WORK TASK: For this exercise, copy each line of the records that contains the word "Галактическая".

Dataset excerpts
[Start of section]

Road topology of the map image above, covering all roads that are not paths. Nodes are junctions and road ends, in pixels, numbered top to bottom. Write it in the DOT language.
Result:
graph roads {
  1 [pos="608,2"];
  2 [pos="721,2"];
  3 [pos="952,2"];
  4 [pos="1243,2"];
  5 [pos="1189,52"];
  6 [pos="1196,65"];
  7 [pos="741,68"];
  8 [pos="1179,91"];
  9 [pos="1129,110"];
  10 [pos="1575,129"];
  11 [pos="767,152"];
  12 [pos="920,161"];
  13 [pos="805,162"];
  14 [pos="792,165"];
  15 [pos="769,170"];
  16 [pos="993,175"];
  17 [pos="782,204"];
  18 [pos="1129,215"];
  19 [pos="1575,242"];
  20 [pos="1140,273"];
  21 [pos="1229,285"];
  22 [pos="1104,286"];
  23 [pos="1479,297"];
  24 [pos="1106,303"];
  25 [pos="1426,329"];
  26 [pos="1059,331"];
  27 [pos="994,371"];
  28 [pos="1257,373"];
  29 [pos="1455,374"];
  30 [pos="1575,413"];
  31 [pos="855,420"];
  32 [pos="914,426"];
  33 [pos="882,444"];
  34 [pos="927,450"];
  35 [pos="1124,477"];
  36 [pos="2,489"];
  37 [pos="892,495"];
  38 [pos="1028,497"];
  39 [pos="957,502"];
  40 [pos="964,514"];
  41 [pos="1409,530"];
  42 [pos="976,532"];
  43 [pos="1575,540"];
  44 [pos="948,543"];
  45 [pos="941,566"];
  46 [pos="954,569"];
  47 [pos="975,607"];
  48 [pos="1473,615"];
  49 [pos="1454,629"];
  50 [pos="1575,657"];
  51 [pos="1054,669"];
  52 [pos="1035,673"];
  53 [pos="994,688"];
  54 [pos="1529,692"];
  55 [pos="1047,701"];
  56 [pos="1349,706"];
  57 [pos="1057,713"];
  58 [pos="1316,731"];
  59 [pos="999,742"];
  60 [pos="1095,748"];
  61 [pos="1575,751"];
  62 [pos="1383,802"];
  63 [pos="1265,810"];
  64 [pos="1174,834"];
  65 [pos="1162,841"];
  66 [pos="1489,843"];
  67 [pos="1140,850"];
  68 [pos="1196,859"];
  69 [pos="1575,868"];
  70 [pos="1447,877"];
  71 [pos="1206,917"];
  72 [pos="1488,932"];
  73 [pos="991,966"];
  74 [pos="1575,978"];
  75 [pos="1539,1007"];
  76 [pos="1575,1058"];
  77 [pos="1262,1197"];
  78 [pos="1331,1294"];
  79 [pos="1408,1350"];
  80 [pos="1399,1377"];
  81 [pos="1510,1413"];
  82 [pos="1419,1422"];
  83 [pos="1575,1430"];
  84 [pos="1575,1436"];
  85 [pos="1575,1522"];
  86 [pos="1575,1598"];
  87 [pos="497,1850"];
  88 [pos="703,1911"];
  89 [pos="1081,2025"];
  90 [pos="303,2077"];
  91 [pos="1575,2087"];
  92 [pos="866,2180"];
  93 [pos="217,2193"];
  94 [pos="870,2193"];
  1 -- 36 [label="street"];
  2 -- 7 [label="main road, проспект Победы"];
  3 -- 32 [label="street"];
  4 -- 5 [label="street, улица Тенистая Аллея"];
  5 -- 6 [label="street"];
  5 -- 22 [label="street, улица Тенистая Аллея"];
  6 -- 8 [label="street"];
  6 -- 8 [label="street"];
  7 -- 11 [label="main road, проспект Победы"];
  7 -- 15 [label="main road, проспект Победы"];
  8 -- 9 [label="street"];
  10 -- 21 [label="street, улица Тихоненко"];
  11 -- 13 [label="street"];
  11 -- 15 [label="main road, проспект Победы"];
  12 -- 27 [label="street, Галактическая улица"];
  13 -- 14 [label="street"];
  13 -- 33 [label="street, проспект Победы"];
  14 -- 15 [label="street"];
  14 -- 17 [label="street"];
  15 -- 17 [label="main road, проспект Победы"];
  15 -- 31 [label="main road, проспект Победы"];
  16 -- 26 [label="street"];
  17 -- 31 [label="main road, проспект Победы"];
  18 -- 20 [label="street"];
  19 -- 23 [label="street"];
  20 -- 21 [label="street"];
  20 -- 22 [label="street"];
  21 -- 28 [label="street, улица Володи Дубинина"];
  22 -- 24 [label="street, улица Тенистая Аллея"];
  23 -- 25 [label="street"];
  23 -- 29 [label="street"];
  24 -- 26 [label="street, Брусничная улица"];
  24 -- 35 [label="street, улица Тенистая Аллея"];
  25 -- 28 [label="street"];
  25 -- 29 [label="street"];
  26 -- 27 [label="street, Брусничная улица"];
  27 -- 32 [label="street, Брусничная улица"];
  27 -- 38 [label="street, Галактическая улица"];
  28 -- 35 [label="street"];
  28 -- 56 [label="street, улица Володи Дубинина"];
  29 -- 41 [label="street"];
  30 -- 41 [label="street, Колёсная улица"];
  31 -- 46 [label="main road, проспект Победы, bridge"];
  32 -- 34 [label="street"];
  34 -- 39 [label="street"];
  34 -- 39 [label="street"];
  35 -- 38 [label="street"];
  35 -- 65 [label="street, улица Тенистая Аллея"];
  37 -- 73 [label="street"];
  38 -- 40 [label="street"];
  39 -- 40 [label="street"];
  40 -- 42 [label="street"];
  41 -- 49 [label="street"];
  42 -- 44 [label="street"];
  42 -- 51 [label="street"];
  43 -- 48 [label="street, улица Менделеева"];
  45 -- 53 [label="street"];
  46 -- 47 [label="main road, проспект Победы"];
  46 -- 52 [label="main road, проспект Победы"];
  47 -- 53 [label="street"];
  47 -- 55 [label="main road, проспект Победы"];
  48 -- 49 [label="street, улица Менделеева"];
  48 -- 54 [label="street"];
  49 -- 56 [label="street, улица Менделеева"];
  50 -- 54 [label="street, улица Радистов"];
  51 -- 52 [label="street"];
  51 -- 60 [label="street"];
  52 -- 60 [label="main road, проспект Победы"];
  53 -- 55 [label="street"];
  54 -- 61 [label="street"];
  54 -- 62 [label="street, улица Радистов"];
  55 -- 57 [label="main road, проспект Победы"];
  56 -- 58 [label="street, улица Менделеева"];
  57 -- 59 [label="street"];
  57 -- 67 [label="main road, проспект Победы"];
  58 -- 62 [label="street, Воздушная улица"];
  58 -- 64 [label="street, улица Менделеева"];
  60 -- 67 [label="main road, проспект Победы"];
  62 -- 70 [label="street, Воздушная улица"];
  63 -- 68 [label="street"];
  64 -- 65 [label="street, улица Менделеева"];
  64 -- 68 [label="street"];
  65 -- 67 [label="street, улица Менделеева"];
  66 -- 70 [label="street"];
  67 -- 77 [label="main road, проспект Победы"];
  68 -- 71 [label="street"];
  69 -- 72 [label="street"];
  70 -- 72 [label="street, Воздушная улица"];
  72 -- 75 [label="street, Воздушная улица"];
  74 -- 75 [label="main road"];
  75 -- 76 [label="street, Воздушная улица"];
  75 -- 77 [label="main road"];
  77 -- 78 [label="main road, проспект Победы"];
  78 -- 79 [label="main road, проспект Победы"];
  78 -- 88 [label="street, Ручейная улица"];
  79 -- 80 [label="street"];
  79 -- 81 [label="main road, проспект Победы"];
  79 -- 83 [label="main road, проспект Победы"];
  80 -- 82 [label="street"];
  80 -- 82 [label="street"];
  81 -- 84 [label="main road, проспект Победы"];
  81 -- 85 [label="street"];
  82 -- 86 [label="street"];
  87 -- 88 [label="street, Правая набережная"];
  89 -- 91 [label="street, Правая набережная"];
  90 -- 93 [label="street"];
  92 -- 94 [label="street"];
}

[End of section]

RESPONSE TO THIS EXERCISE:
  12 -- 27 [label="street, Галактическая улица"];
  27 -- 38 [label="street, Галактическая улица"];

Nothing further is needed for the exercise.